Dieser Zustand habe es ihm schwergemacht, überhaupt an Wettkämpfen teilzunehmen, geschweige denn gute Ergebnisse einzufahren. "Da war die Möglichkeit, überhaupt für Olympia infrage zu kommen, dahin."
Erkrankung war eine große mentale Herausforderung
Eine Qualifikation für Paris wäre auch ohne die Erkrankung "extrem, extrem schwierig" gewesen, sagt der 25-Jährige, weil es für Mountainbiker aus Deutschland nur zwei Startplätze gebe. "Es gibt einen deutschen Fahrer, der auf Weltklasse-Niveau ist. Der ist auf einem anderen Level." Danach komme ein deutsches Quartett, das um den zweiten Platz kämpfe. "Da gehöre ich aktuell nicht dazu", sagt Bregenzer. Zwar sei er 2022 mal "dran gewesen", die Erkrankung aber habe den Olympia-Traum endgültig zerstört.
Mental war die Phase eine große Herausforderung für Bregenzer. "Es war echt zäh", betont er. "Ich habe versucht, alle Hebel in Bewegung zu setzen. Ich dachte, es liegt vielleicht an meiner Ernährung, oder ich habe irgendwelche Mangelerscheinungen, irgendwas im Blut. Es war so richtig nichts zu finden." Ärzte in der Uniklinik in Tübingen haben Bregenzer dann von Sportlern erzählt, denen es nach Corona-Erkrankungen ähnlich gegangen sei.
Ob es auch bei ihm Long Covid war, weiß der 25-Jährige letztlich nicht genau.

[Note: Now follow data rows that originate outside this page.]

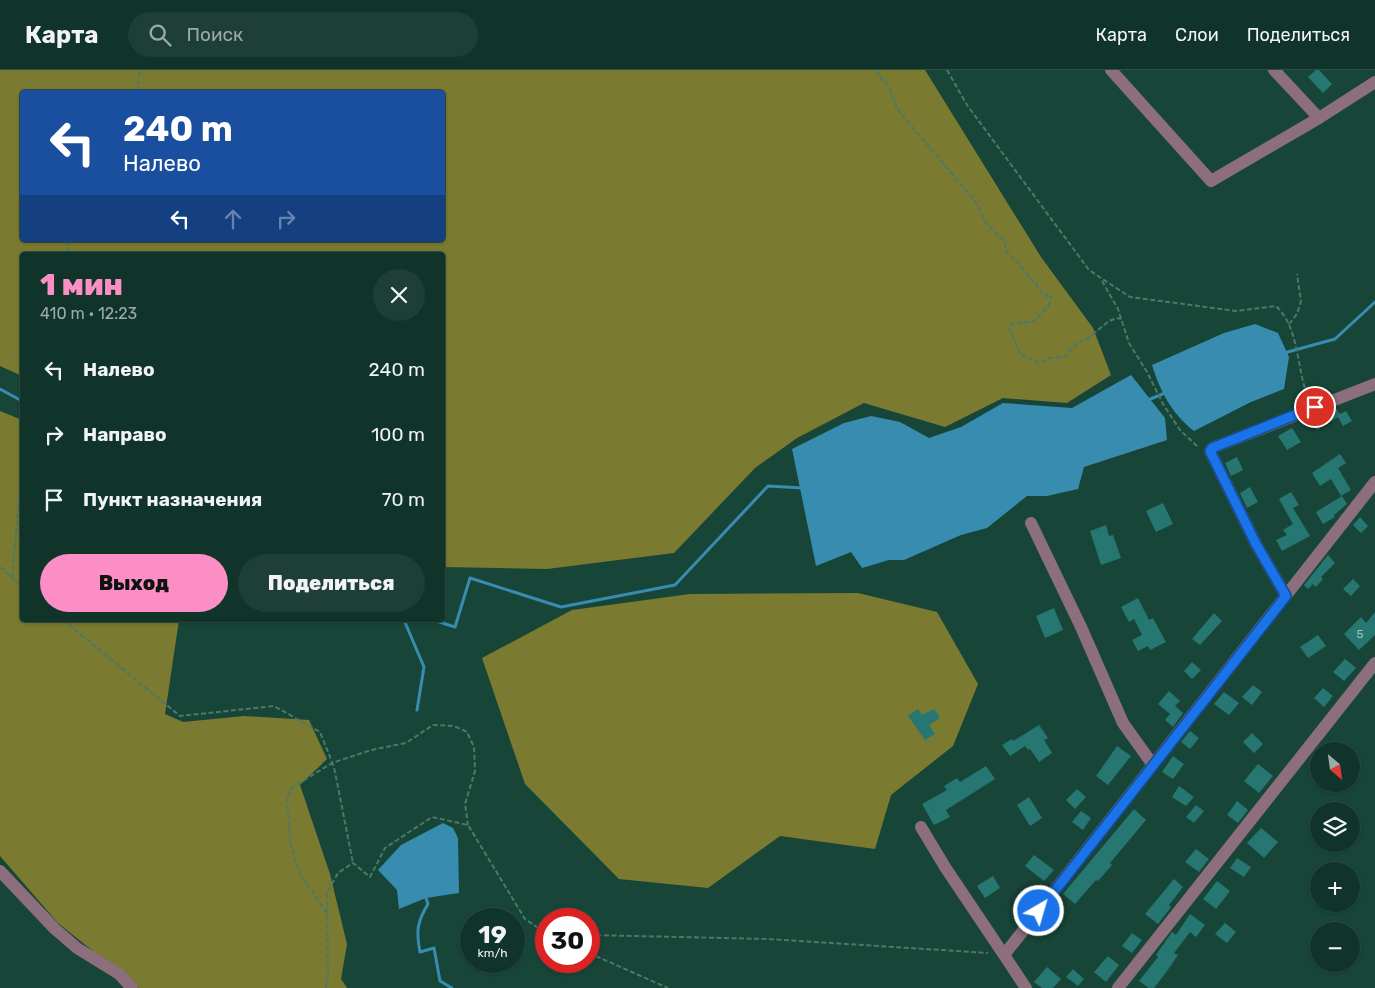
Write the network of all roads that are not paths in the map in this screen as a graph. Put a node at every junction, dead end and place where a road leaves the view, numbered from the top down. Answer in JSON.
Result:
{"nodes":[{"id":1,"x":1111,"y":70,"type":"edge"},
{"id":2,"x":1274,"y":70,"type":"edge"},
{"id":3,"x":1375,"y":82,"type":"edge"},
{"id":4,"x":1319,"y":118,"type":"junction"},
{"id":5,"x":1375,"y":384,"type":"edge"},
{"id":6,"x":1375,"y":482,"type":"edge"},
{"id":7,"x":1031,"y":522,"type":"dead end"},
{"id":8,"x":1286,"y":596,"type":"junction"},
{"id":9,"x":1375,"y":663,"type":"edge"},
{"id":10,"x":1153,"y":765,"type":"junction"},
{"id":11,"x":921,"y":827,"type":"dead end"},
{"id":12,"x":0,"y":871,"type":"edge"},
{"id":13,"x":1004,"y":954,"type":"junction"},
{"id":14,"x":132,"y":988,"type":"edge"},
{"id":15,"x":1026,"y":988,"type":"edge"},
{"id":16,"x":1118,"y":988,"type":"edge"}],
"edges":[{"from":1,"to":4,"type":"street"},
{"from":2,"to":4,"type":"street"},
{"from":3,"to":4,"type":"street"},
{"from":5,"to":8,"type":"street"},
{"from":6,"to":8,"type":"street"},
{"from":7,"to":10,"type":"street"},
{"from":8,"to":10,"type":"street"},
{"from":9,"to":16,"type":"street"},
{"from":10,"to":13,"type":"street"},
{"from":11,"to":13,"type":"street"},
{"from":12,"to":14,"type":"street"},
{"from":13,"to":15,"type":"street"}]}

Es sei schwierig, herauszufinden, was im Endeffekt die Ursache für seine Beschwerden war. "Ich war einfach nicht fit. Das hat es mir extrem schwer gemacht. Ich habe mich gefragt, was ich denn eigentlich hier mache." Und anfangen, an sich zu zweifeln. Zudem habe er bemerkt, wie er teilweise hypochondrisch geworden sei. "Ich habe mir vielleicht auch Sachen eingebildet", meint Bregenzer. "Aber Fakt war, dass ich wirklich krank wurde. Das war echt scheiße."
Platzen des Traums ist mittlerweile verarbeitet
Verschwunden seien die Symptome dann mit der Zeit beinahe von alleine. "Ende April und im Mai war ich mal richtig platt. Da habe ich ein paar Wochen nicht mehr auf dem Rad gesessen und versucht, mich ein wenig zu erholen." Erst im Juni habe er wieder angefangen, strukturiert zu trainieren. "Das hat es über lange Sicht besser gemacht", sagt Bregenzer. Aus dem Tief herausgestrampelt habe er sich letztlich, weil er die richtigen Entscheidungen getroffen und den Leistungsgedanken zurückgestellt habe.
Nun fährt der Zellinger im Juli also nicht nach Paris. Aber so richtig schlimm sei das gar nicht, gesteht er. "Ich bin da nicht mehr arg böse drum, weil es wirklich zäh war und sich mein Fokus verschoben hat." Jetzt hat Bregenzer eine kleine Tochter. Und wenn die lacht, ist sowieso alles gut, sagt er.